Monday, June 24, 2013

How Snowden Planned His Departure from Hong Kong

NYT has the details:

For Edward J. Snowden, the former National Security Agency contractor who has acknowledged leaking numerous documents about American surveillance operations around the world, the path to a sudden departure from Hong Kong late Sunday morning began over a dinner last Tuesday of a large pizza, fried chicken and sausages, washed down with Pepsi.

Albert Ho, one of Mr. Snowden’s lawyers, said that before the dinner began, Mr. Snowden insisted that everyone hide their cellphones in the refrigerator of the home where he was staying, to block any eavesdropping. Then began a two-hour conversation during which Mr. Snowden was deeply dismayed to learn that he could spend years in prison without access to a computer during litigation over whether he would be granted asylum here or surrendered to the United States, Mr. Ho said.

Staying cooped up in the cramped Hong Kong home of a local supporter was not bothersome to Mr. Snowden, but the prospect of losing his computer scared him.

“He didn’t go out, he spent all his time inside a tiny space, but he said it was O.K. because he had his computer,” Mr. Ho said. “If you were to deprive him of his computer, that would be totally intolerable.”

The outcome of that meeting, Mr. Ho said, was a decision by Mr. Snowden by Friday morning to have Mr. Ho pose two questions to the Hong Kong government: would he be released on bail if he were detained in Hong Kong at the request of the United States, and would the Hong Kong government interfere if Mr. Snowden tried to go to the airport and leave Hong Kong instead.

A person with a detailed knowledge of the Hong Kong government’s deliberations said that the government had been delighted to receive the questions. Leung Chun-ying, the chief executive, and his top advisers had been struggling through numerous meetings for days, canceling or postponing most other meetings, while trying to decide what to do in response to an American request for Mr. Snowden’s detention, even as public opinion in Hong Kong seemed to favor protecting the fugitive.[...]

The Hong Kong government said that it would not interfere with Mr. Snowden’s departure and even provided unobtrusive police protection for him as he went through the airport, both of them said.

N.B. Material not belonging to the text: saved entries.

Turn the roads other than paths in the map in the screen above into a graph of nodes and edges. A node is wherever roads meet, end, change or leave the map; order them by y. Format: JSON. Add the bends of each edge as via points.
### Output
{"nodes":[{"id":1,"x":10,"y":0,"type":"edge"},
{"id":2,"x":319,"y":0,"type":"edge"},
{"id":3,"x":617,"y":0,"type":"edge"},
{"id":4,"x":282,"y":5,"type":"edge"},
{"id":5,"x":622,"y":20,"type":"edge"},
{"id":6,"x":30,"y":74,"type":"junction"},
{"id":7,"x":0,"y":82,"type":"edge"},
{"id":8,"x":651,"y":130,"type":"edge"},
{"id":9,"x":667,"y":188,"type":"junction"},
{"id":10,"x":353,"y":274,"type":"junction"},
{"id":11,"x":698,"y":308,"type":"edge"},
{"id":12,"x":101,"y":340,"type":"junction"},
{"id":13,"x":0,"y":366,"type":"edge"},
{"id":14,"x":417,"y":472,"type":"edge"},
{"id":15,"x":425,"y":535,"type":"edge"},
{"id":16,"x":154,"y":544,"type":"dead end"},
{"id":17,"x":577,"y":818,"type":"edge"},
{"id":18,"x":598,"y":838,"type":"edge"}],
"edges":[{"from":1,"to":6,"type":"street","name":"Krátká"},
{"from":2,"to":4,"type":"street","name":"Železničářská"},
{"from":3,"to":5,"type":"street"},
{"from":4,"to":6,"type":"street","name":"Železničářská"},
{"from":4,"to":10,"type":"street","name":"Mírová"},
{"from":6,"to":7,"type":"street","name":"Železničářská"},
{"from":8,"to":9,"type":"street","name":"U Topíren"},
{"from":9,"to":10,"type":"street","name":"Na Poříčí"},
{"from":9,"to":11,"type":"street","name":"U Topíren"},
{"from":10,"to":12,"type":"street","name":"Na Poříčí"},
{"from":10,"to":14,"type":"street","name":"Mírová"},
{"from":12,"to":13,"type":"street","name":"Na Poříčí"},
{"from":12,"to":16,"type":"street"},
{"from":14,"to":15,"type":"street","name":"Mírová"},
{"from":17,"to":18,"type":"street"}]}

But, Mr. Ho said, Mr. Snowden went through the same security and immigration channels as most passengers at the airport, rather than a special channel usually used for people involved in highly political cases — a sign that the Hong Kong government wanted to minimize its involvement in Mr. Snowden’s departure.

At the same time, the Hong Kong government’s encouragement for Mr. Snowden to leave, instead of a suggestion that he stay and fight any return to the United States, had persuaded him that staying was risky because the Hong Kong government might not be on his side. “He would not like to fight with the Hong Kong government, with the Chinese government and the U.S. government” against him, Mr. Ho said.[...]

Mr. Snowden, who has just turned 30, comes across as intelligent, analytical and quick-witted, Mr. Ho said. But he also came to Hong Kong from Honolulu without a well thought-out plan, while overestimating how free he would be to move around Hong Kong after his disclosures and underestimating the public attention he would receive, Mr. Ho added.

“He’s a kid, I really think he’s a kid, I think he never anticipated this would be such a big matter in Hong Kong,” Mr. Ho said, adding that, “He enjoys Pepsi, he prefers Pepsi to wine, that’s why I say he’s a kid.”